* [WHAT IS NEEDED]: From the listing below, pull each line that includes "Flyover".

═══ ENTRIES PROVIDED ═══

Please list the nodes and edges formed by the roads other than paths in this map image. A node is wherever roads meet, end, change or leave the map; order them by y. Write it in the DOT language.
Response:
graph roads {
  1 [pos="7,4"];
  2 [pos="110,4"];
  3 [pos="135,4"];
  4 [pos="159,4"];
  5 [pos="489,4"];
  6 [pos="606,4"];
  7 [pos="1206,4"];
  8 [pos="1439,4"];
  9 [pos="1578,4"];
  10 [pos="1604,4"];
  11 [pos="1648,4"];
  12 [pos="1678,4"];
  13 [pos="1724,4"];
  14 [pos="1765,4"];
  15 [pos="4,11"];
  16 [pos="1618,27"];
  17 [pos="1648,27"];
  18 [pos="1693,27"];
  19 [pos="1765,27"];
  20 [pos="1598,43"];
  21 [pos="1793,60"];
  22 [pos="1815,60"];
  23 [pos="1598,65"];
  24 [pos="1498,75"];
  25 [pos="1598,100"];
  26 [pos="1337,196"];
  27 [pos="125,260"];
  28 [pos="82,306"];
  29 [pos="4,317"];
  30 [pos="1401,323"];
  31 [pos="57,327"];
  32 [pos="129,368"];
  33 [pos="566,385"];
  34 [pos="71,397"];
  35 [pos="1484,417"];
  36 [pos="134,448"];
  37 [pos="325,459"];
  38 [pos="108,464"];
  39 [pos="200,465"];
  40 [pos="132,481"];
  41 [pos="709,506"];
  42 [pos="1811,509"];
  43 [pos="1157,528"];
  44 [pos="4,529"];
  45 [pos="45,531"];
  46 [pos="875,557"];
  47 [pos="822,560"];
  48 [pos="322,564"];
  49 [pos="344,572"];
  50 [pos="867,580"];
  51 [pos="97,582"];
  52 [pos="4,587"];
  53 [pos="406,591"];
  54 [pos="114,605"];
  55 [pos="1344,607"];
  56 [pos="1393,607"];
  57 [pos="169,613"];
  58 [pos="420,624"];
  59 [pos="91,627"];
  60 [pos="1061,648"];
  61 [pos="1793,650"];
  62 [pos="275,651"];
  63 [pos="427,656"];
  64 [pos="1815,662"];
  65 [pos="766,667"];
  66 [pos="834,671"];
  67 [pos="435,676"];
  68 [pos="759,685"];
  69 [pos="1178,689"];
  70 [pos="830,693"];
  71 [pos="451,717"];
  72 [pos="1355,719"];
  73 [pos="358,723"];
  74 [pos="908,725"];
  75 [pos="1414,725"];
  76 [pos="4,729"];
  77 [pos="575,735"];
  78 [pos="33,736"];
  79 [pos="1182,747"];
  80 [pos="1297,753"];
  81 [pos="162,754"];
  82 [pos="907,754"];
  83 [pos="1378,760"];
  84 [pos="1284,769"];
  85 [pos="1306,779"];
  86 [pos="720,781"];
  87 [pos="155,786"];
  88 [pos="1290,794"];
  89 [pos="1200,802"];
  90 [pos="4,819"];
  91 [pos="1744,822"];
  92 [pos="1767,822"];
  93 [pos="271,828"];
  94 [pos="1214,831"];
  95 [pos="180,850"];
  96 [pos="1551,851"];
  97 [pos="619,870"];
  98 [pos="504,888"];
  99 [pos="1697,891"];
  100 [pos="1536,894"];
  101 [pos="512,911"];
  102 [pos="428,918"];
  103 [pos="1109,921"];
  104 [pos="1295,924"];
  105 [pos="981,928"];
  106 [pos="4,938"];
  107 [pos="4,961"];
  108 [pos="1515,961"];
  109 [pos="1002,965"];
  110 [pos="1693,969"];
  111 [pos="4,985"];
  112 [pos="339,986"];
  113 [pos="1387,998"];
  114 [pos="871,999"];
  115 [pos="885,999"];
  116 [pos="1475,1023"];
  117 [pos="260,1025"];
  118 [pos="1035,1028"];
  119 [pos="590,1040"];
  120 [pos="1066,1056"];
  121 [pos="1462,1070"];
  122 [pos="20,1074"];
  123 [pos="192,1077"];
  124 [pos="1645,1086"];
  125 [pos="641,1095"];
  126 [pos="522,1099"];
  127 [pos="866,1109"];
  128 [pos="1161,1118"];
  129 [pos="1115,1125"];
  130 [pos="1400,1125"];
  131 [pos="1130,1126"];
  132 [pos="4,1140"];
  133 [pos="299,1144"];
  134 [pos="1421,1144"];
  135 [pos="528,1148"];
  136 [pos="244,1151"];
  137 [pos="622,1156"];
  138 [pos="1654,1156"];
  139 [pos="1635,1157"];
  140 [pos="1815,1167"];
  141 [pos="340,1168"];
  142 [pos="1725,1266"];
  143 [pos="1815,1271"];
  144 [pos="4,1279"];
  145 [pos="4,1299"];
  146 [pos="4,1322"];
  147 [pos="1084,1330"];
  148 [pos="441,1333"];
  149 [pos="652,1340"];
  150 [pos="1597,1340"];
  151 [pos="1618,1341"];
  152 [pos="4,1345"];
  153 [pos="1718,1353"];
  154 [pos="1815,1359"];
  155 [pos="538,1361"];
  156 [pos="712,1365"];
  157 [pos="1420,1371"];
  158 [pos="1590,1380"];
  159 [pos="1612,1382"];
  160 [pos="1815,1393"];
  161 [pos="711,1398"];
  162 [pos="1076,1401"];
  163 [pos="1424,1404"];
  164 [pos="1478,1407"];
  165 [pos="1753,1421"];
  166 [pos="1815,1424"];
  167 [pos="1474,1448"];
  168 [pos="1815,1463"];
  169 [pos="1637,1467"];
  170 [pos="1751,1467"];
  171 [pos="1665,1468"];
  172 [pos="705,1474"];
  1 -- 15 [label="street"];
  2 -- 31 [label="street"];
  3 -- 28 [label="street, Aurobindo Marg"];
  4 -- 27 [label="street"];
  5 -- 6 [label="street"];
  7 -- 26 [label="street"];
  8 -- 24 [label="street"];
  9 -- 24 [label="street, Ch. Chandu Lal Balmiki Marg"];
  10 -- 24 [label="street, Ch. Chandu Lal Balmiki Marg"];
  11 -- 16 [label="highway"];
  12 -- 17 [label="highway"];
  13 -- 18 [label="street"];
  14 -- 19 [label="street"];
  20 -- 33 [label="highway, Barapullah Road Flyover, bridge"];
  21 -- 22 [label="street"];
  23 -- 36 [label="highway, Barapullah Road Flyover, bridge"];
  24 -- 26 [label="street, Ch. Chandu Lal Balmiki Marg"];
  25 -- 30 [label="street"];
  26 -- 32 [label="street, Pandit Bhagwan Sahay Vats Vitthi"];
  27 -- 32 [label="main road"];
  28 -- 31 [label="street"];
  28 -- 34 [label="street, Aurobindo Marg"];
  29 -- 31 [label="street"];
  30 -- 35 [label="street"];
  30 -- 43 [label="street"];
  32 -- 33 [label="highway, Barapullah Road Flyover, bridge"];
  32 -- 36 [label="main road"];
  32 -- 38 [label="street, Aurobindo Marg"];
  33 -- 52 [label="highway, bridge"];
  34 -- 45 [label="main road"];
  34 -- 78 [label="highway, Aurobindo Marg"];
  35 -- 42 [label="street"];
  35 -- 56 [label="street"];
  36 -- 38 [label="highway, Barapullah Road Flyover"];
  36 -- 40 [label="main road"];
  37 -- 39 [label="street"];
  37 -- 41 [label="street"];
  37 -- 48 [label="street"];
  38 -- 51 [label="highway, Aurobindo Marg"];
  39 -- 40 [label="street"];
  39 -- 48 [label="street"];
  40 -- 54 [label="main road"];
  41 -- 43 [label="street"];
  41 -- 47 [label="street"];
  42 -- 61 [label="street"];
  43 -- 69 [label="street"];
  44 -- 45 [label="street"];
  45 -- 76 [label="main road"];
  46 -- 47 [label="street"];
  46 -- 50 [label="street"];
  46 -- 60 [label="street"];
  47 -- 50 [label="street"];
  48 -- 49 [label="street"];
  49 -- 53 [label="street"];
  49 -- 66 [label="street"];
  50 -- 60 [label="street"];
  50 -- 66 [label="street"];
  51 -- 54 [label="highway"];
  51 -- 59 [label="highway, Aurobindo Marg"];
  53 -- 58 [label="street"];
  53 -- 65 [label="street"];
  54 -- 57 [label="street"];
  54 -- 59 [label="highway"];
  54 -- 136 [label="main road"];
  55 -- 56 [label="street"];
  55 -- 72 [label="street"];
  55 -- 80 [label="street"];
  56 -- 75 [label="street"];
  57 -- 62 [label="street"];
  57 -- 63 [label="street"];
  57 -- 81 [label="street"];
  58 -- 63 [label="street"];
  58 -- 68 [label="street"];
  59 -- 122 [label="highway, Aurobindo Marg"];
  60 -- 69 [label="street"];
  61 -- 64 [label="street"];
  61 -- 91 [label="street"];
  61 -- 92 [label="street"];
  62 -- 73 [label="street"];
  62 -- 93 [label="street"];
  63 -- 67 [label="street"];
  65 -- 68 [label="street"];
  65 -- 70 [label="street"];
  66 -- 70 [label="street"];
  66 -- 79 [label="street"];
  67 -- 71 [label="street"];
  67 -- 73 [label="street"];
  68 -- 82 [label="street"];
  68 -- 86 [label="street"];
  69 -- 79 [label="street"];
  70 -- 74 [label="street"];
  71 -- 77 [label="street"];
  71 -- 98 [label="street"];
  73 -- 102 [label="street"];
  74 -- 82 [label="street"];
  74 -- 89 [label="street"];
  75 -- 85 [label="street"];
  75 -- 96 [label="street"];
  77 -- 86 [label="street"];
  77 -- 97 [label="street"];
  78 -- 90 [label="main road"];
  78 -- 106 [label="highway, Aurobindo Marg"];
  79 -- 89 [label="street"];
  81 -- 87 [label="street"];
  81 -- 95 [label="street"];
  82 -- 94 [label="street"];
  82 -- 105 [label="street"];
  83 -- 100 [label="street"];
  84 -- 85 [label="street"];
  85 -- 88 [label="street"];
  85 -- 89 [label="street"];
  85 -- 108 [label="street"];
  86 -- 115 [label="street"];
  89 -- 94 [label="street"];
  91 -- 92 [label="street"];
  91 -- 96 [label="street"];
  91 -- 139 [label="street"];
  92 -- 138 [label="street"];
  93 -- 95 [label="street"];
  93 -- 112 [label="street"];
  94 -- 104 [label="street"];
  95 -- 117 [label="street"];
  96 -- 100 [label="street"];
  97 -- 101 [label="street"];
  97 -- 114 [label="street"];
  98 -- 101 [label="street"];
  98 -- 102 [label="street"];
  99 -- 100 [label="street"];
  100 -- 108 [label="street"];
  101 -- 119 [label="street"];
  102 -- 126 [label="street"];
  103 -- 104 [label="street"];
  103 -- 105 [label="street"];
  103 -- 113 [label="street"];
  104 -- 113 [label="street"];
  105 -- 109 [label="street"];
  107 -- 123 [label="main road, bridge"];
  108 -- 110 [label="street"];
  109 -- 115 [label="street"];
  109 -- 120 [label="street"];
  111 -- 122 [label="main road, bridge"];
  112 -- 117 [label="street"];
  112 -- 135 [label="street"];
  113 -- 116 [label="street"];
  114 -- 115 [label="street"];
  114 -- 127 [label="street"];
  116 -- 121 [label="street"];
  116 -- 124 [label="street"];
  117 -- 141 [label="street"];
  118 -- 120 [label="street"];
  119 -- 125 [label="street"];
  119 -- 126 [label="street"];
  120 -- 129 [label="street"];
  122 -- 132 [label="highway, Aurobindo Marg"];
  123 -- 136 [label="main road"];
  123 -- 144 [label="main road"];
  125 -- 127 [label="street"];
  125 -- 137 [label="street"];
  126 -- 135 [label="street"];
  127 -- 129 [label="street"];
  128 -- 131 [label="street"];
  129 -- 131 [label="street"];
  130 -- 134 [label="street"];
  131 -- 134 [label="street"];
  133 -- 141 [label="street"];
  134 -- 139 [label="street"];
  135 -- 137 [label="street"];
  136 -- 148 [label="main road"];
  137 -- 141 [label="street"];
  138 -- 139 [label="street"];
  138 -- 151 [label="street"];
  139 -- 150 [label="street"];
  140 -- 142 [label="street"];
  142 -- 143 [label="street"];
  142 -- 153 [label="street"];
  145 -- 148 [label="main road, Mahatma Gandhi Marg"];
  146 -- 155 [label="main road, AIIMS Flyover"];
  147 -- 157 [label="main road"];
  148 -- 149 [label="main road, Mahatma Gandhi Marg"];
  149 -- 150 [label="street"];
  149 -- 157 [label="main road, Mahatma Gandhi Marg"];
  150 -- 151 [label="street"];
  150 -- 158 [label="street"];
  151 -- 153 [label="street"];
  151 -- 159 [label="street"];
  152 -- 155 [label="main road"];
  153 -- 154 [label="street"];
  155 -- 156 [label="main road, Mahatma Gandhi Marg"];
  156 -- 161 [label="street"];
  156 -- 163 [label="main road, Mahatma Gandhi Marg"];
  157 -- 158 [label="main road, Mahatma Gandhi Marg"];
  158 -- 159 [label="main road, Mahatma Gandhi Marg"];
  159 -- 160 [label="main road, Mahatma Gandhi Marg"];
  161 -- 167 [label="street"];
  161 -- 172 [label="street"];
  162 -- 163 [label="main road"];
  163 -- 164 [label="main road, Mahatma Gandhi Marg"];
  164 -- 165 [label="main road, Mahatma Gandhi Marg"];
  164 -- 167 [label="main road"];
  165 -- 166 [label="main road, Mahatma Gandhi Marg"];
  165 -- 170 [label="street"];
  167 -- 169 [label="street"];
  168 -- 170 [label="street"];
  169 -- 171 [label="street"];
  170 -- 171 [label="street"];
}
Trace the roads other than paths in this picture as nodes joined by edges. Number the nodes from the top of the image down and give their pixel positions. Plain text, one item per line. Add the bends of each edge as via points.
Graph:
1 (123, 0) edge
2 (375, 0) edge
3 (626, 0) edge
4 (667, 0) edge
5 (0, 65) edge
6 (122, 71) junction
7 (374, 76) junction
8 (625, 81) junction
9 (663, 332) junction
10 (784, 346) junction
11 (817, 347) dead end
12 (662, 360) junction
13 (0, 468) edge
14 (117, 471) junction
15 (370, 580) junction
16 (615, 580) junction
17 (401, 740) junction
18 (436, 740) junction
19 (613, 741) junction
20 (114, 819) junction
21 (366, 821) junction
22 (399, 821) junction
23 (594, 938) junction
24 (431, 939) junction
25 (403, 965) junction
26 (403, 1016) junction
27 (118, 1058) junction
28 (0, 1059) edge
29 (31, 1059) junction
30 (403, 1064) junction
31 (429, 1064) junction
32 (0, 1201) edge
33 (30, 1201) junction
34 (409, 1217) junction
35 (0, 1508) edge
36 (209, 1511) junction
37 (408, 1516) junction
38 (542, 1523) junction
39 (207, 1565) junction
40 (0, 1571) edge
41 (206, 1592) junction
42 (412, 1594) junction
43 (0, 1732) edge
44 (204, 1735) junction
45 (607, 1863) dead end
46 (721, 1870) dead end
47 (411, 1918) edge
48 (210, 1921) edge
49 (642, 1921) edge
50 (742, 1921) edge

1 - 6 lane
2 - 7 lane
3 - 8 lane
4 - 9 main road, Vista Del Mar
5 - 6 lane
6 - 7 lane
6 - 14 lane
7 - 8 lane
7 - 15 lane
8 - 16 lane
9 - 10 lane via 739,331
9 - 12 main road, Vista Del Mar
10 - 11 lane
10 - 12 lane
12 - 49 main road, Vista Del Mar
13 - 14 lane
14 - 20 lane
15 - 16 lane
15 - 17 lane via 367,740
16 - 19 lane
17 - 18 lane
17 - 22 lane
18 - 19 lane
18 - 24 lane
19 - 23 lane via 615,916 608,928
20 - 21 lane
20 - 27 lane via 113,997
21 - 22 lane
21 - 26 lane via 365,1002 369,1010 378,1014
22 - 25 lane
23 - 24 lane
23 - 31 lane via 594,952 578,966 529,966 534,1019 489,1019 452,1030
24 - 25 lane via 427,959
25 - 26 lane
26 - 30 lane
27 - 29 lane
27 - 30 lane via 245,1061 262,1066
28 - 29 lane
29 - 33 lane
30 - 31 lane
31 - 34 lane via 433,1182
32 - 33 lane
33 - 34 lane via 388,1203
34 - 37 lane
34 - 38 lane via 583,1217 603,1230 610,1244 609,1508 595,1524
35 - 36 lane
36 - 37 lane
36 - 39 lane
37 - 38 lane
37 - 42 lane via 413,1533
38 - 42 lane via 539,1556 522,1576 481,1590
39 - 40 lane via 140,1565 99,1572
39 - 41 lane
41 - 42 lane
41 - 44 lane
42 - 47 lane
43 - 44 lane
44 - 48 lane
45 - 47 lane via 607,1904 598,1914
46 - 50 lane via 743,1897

═══

* [TASK RESPONSE]:
  20 -- 33 [label="highway, Barapullah Road Flyover, bridge"];
  23 -- 36 [label="highway, Barapullah Road Flyover, bridge"];
  32 -- 33 [label="highway, Barapullah Road Flyover, bridge"];
  36 -- 38 [label="highway, Barapullah Road Flyover"];
  146 -- 155 [label="main road, AIIMS Flyover"];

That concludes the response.